Patterns may include simple charts. In case special techniques are employed, they are detailed our in the instructions, either as text or e.g. through videos. The patterns may also suggest ”shortcuts”, i.e. easier ways to accomplish a technique. Most of the basic socks with heel flaps or afterthought heels are on this level, as well as mittens with no-gusset thumbs. There’s also plenty of sweaters, usually yoke sweaters or raglan sleeve sweaters.
So knitting is a regular hobby for you? Abbreviations, charts and instructions are no more than a walk in the park? Perhaps you’re looking for something to challenge yourself with, even at the odds of frogging?
In addition to basic techniques, some special techniques may be employed on this level, e.g. short rows. The same pattern may include both lace and cables. Magic loop knitting or entrelac, two-coloured brioche stitch, also here. In general, patterns require a more advanced ability to "read" your knitting. Lace patterns are also more advanced than on the previous level, but the lace stitches are still worked on right side only. Intarsia may be included, but in relatively simple and symmetrical patterns.
Patterns on this level can feature concurrent shaping, e.g. neckline shaping at the same time as sleeve decreases or sleeve decreases into cable pattern. Sweater sleeves may require more advanced shaping. Most of our sweaters are at this level. Other patterns include e.g. magic loop patterns and toe-up socks.
Turn off that telly and lash the doors, maximum concetration required! Although this skill level doesn’t bring much more in terms of technique, there’s simply more going on at the same time. Skill, concentration and perception are requisite.
On this level, you’ll find more advanced intarsia patterns, including intarsia in the round. Brioche patterns with decreases and/or cables are also here. Beginning of rounds may shift and multiple markers are needed. Lace or cable stitches may be worked also from wrong side. We’ve also included patterns featuring steeks here. Steeking isn’t hard as such, but requires the nerves and confidence of an experienced knitter.

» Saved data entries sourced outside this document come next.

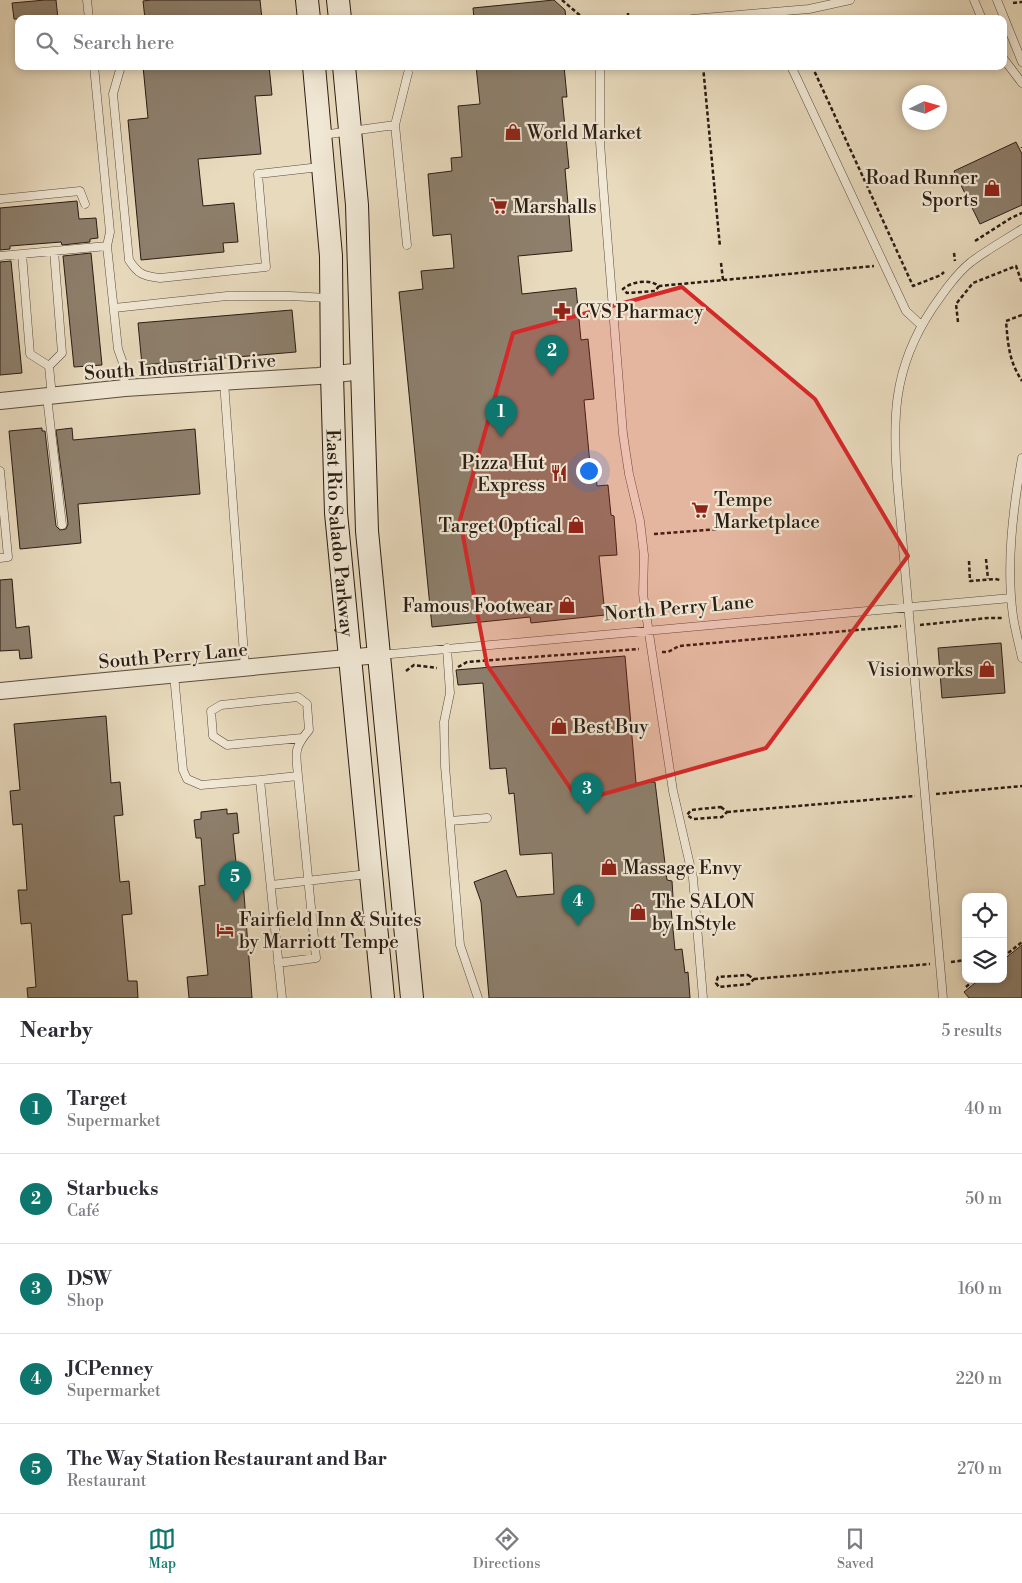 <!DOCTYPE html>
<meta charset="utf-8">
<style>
:root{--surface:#fff;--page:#f7f7f7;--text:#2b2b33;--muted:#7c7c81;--line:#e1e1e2;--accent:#0f766e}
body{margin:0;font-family:"Libre Bodoni",serif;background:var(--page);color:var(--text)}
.controls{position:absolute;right:15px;bottom:15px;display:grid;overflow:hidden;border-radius:10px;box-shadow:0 2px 8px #0003}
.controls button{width:45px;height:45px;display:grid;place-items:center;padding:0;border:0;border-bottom:1px solid var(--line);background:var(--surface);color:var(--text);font:25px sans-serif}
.compass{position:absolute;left:902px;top:85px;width:45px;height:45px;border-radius:50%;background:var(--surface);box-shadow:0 2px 8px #0003;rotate:85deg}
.you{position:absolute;left:588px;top:470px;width:18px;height:18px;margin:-12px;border:4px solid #fff;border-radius:50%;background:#1a73e8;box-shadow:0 0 0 8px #1a73e833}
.badge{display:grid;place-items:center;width:32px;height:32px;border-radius:50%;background:var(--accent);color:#fff;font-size:16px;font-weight:700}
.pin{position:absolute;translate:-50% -41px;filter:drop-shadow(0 1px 2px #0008)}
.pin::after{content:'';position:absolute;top:26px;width:18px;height:15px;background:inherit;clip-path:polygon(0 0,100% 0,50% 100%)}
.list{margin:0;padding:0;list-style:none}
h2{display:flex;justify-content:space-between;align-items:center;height:65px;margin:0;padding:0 20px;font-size:21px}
h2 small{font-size:16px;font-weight:400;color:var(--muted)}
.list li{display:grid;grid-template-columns:32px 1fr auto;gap:15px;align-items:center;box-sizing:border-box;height:90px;padding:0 20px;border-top:1px solid var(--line)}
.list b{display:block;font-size:19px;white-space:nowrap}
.list p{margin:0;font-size:16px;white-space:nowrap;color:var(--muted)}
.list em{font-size:16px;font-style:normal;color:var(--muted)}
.icon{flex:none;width:28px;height:28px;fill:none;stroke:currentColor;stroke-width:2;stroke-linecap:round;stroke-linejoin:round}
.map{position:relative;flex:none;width:1022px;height:998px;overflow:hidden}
.search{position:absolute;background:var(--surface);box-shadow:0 2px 8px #0003;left:15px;right:15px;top:15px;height:55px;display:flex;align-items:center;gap:12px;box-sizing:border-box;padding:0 18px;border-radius:10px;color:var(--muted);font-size:19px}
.sheet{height:515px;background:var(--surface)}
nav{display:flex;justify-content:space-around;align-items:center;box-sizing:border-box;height:70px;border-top:1px solid var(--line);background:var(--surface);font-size:14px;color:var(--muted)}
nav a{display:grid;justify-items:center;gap:2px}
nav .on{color:var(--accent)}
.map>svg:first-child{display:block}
.building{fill:#8d7f6c;stroke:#2a1c14}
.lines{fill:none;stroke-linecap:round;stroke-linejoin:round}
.lane-casing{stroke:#5a4c3e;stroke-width:9}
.street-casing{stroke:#5a4c3e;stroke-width:18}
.secondary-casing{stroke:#2a1c14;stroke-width:24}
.path{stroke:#2a1c14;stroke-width:2.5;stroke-dasharray:4 2.5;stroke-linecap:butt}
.lane{stroke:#f0e7d4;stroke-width:8}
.street{stroke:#f0e7d4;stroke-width:16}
.secondary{stroke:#f0e7d4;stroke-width:22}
.marked{fill:#d62828;fill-opacity:0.2;stroke:#d62828;stroke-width:4;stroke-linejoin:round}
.labels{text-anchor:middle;stroke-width:4.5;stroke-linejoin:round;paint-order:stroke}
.poi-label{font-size:19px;fill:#2a1c14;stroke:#f0e7d4;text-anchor:start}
.street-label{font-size:19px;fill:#2a1c14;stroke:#f0e7d4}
</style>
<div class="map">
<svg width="1022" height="998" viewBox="0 0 1022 998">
<rect width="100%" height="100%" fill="#e8dabd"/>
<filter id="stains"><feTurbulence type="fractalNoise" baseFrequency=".004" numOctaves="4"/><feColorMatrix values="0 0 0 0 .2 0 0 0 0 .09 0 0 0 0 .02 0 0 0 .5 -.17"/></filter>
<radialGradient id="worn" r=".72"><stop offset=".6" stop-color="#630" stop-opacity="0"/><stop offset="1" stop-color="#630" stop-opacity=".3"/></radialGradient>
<!-- building -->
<path class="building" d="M45,0h11l2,19h-44l-2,-16z
M151,0h109l2,19h-117l-2,-18z
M554,0l11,10 1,9h-92l-1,-11z
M143,66h126l3,29 -17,1 6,58 -63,5 5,47 31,-3 4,39 -15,1 1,9 -83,8 -13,-140 20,-2z
M476,66h88l3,31h-5l7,71 -4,1 7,82 -54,5 4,38 54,-6 5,52 7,-1 6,60 -10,1 7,75 5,-1 1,12 11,-1 3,30 3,1 3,39 -18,1 6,59 -74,8 -1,-6 -98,10 -33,-335 24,-3 -2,-18 33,-3 -3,-34 -18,2 -5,-62 24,-3 -1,-13 11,-1 -4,-51 22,-2z
M1016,142l6,12v51l-42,19 -26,-53z
M77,201l2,18 17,-1 2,20 -8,1v3l-28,3 -1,-3 -51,4v3l-10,1v-42z
M91,253l11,112 -28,2 -11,-111z
M11,261l11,112 -22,2v-113z
M292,310l4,42 -154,13 -4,-42z
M42,428v3h3l11,95 4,4 6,-1 2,-5 -12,-94 16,-2 1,12 122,-11 5,65 -122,10 3,39 -61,6 -11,-118z
M12,579l4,49 13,-2 3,32 -12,1 -1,-9 -19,1v-71z
M1001,643l4,50 -63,5 -4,-50z
M625,656l11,127 19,-1 12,98 5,1 1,16 -3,1 5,52 7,-1 3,24 3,-1 2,26h-201l-8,-96 -7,-20 32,-12 11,27 37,-3 -2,-41 -32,2 -6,-62 -5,1 -3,-26 -16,1 -7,-86 -25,2 -2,-15z
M106,716l5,67 9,-1 3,33 -9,1 6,66 9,-1 3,33 -10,1 6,66h9l1,17h-110l-1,-10 9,-1 -5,-64 -10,1 -3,-34h9l-5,-66 -9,1 -3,-34 10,-1 -6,-66z
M227,809v5l10,-1 2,20 -6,1 5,47h5l9,117h-63l-2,-21 21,-2 -9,-89 6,-1 -4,-47h-5l-2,-18 7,-1v-7z
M1022,945v53h-53l-5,-6 16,-13h23v-19z"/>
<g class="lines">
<!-- lane casing -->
<g class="lane-casing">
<path id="lane" d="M87,0l2,19
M974,0l8,19
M997,0l25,62
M692,19l117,-10 41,-9
M1003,58l19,25
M94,66l16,166 -3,14
M121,66l-8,28 16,166c9,14 14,16 31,18l106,-11 -8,-93 62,-7
M600,66v76l3,42 20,250 6,40 11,47 4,34 -1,39 30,197 20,87 10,120
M791,66l115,245 15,14
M395,125l12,120
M322,135l73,-10 13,-52
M0,199l80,-8 5,13
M22,254l8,100 19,12
M0,256l107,-10 11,103 5,14 2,25
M114,308l113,-12h63l38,2
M224,382l21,286
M47,397l15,128
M52,397l-3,-31 13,-13 -8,-102
M1022,458c-9,51 -16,106 -9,158 2,14 6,28 9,42
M0,471l8,86 -8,1
M447,648l3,45 -6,29 1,44 15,179 18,53
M380,655l631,-57
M174,675l9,95 4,9 14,6 59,-5 22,218
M298,776c-2,-23 -5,-27 11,-46l-2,-26 -9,-7 -77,8 -10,6 2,25 14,9 75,-7
M260,780l38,-4 18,182 -38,5
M450,821l37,-3
M271,885l97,-11
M943,998l-45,-507c-6,-70 -6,-122 34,-182 11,-16 24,-35 39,-47 16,-12 34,-22 51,-33"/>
</g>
<!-- street casing -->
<g class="street-casing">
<path id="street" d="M0,401l125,-13 193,-12 45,-5
M0,691l378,-36"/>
</g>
<!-- secondary casing -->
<g class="secondary-casing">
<g id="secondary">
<path d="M307,0l2,19"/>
<path d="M338,0l2,19"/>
<path id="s1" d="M314,66l17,190 1,119 4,138 47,485"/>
<path d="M344,66l13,139 10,326 45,467"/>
</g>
</g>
<!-- path -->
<path class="path" d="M562,0l21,18
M1013,3l9,-1
M628,13v6
M703,66l17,181
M812,66l101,220 28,-11 3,-3
M1022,147v1
M975,241l36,-23 11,-5
M954,253l1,8
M721,263l2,17
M659,286l-4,5 -28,2 -4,-4c9,-8 27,-10 36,-3l215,-20
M1022,315l-16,6c2,24 3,40 16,60
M958,322l-2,-18 17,-21 43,-17 6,17
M654,534l64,-5
M986,559l2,20
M969,561l1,20 25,-2 5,1
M920,625l68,-7h15
M662,652h6l11,-6 222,-20
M458,667l9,-5 172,-13
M406,671l8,-6 23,3
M936,794l86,-8
M721,807l6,5 -5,5 -29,2 -6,-4 4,-5z
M727,812l188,-16
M1003,957l19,-15
M951,962l15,-2
M748,975l6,4 -5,5 -30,3 -3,-4 2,-6z
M754,979l176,-15
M966,987l9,-8"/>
<!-- lane -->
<use href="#lane" class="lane"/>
<!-- street -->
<use href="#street" class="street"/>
<!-- secondary -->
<use href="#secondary" class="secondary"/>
</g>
<!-- marked area -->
<path class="marked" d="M682,287l133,112 93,157 -142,192 -187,53 -92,-136 -27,-145 53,-187z"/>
<!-- icons -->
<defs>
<g id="shop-bare" transform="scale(1.35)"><path d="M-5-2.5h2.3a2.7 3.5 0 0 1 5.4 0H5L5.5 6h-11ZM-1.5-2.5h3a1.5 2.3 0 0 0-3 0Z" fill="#8f2418" stroke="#f0e7d4" stroke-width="2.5" paint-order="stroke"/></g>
<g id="supermarket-bare" transform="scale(1.35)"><path d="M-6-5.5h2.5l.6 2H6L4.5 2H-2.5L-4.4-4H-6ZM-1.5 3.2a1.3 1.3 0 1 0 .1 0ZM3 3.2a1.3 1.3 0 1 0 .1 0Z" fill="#8f2418" stroke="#f0e7d4" stroke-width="2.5" paint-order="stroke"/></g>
<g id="pharmacy-bare" transform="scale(1.35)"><path d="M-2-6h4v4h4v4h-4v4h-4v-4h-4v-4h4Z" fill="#8f2418" stroke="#f0e7d4" stroke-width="2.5" paint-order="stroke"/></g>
<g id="restaurant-bare" transform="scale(1.35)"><path d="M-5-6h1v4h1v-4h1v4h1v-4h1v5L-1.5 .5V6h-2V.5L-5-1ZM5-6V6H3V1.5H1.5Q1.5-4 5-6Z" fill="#8f2418" stroke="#f0e7d4" stroke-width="2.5" paint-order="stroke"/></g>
<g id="hotel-bare" transform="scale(1.35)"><path d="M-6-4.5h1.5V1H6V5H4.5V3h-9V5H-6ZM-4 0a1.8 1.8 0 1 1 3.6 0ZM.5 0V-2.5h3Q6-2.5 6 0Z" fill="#8f2418" stroke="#f0e7d4" stroke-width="2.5" paint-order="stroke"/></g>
</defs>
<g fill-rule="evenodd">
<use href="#shop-bare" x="513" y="132"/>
<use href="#shop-bare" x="992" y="188"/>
<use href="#supermarket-bare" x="499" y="206"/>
<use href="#pharmacy-bare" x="562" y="311"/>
<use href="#restaurant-bare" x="559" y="473"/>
<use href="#supermarket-bare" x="700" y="510"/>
<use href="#shop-bare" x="576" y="525"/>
<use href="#shop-bare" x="567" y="605"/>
<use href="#shop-bare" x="987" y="669"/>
<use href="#shop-bare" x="559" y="726"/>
<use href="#shop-bare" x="609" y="867"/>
<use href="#shop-bare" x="638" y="912"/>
<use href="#hotel-bare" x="225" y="930"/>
</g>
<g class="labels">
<!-- poi labels -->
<g class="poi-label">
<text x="527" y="139">World Market</text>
<text x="978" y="184" text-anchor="end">Road Runner<tspan x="978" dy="22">Sports</tspan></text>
<text x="513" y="213">Marshalls</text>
<text x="576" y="318">CVS Pharmacy</text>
<text x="545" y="469" text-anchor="end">Pizza Hut<tspan x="545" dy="22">Express</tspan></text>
<text x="714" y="506">Tempe<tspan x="714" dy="22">Marketplace</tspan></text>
<text x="562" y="532" text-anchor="end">Target Optical</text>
<text x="553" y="612" text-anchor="end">Famous Footwear</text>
<text x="973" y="676" text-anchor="end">Visionworks</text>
<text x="573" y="733">Best Buy</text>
<text x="623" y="874">Massage Envy</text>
<text x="652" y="908">The SALON<tspan x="652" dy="22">by InStyle</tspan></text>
<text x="239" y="926">Fairfield Inn &amp; Suites<tspan x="239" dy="22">by Marriott Tempe</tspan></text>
</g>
<!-- street labels -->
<g class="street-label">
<text transform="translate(180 366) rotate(-4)" y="7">South Industrial Drive</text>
<text dy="7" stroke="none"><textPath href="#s1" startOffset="468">East Rio Salado Parkway</textPath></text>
<text transform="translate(679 607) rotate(-5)" y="7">North Perry Lane</text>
<text transform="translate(173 655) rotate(-5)" y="7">South Perry Lane</text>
</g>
</g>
<rect width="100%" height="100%" filter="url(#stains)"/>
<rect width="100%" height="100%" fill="url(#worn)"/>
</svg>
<div class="controls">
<button><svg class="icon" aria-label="locate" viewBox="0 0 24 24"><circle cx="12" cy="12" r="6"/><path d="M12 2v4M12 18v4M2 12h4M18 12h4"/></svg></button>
<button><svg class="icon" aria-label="layers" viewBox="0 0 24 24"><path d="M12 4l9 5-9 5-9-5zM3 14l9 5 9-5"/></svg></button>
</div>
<svg class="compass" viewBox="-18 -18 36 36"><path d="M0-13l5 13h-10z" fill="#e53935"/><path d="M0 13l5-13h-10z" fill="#7c7c81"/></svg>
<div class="you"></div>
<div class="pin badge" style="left:501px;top:437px">1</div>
<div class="pin badge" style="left:552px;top:376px">2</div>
<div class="pin badge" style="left:587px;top:814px">3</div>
<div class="pin badge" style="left:578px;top:926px">4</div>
<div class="pin badge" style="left:235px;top:902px">5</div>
<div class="search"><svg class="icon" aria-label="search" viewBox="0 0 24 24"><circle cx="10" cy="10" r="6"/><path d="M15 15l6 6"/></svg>Search here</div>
</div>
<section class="sheet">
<h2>Nearby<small>5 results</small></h2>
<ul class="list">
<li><span class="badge">1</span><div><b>Target</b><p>Supermarket</p></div><em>40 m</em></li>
<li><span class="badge">2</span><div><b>Starbucks</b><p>Café</p></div><em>50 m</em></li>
<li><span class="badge">3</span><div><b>DSW</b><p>Shop</p></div><em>160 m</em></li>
<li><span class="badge">4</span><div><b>JCPenney</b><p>Supermarket</p></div><em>220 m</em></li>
<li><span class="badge">5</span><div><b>The Way Station Restaurant and Bar</b><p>Restaurant</p></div><em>270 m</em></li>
</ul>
</section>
<nav>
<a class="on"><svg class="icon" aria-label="map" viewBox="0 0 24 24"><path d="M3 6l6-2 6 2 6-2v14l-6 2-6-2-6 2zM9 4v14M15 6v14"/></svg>Map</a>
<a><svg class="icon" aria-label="directions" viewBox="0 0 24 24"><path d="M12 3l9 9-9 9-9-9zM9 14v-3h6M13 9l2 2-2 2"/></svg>Directions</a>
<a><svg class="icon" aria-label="saved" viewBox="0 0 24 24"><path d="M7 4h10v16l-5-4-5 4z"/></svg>Saved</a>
</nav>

Patterns may include complex steps and require simultaneous reading of both charts and written instructions. Gauge may vary over different steps of the project. The patterns often feature much details and a combination of techniques. The size of the project is not what determines whether it’s advanced or not; focus is on technique, overall complexity and the risk of errors during the project.
Every pattern is based on a certain gauge, expressed as stitches or rows per 10 cm. It is important that you make a swatch to check your gauge before you start the actual project. If your gauge doesn’t match the pattern’s gauge, your finished garment won’t be the correct size either.
Swatching Start by knitting a swatch. Use the yarn, the needles and the stitch pattern you intend to use in the project. Make the swatch a little wider than 10 cm, so that you’ll be able to measure the stitches properly. Block the swatch by pinning it to a surface, then steam it gently. Count the stitches; put a pin in a stitch, then measure 10 cm from that stitch and put another pin there. Count the stitches from pin to pin – that’s your gauge! If needed, measure both horizontal and vertical gauge (rows). If you’re measuring rib or brioche stitches, stretch out the swatch slightly before measuring.
If your gauge doesn’t match the pattern gauge, you can adjust it by switching needle size. If your swatch has too few stitches per 10 cm (i.e. your knitting is too loose), switch to smaller needles. Conversely, if your swatch has too many stitches per 10 cm, your knitting is too tight and you’ll need a larger pair of needles. Always knit another swatch in order to determine proper gauge and sizing. Also note that the pattern yardage only applies to the pattern yarn, the yardage may differ if you choose another yarn.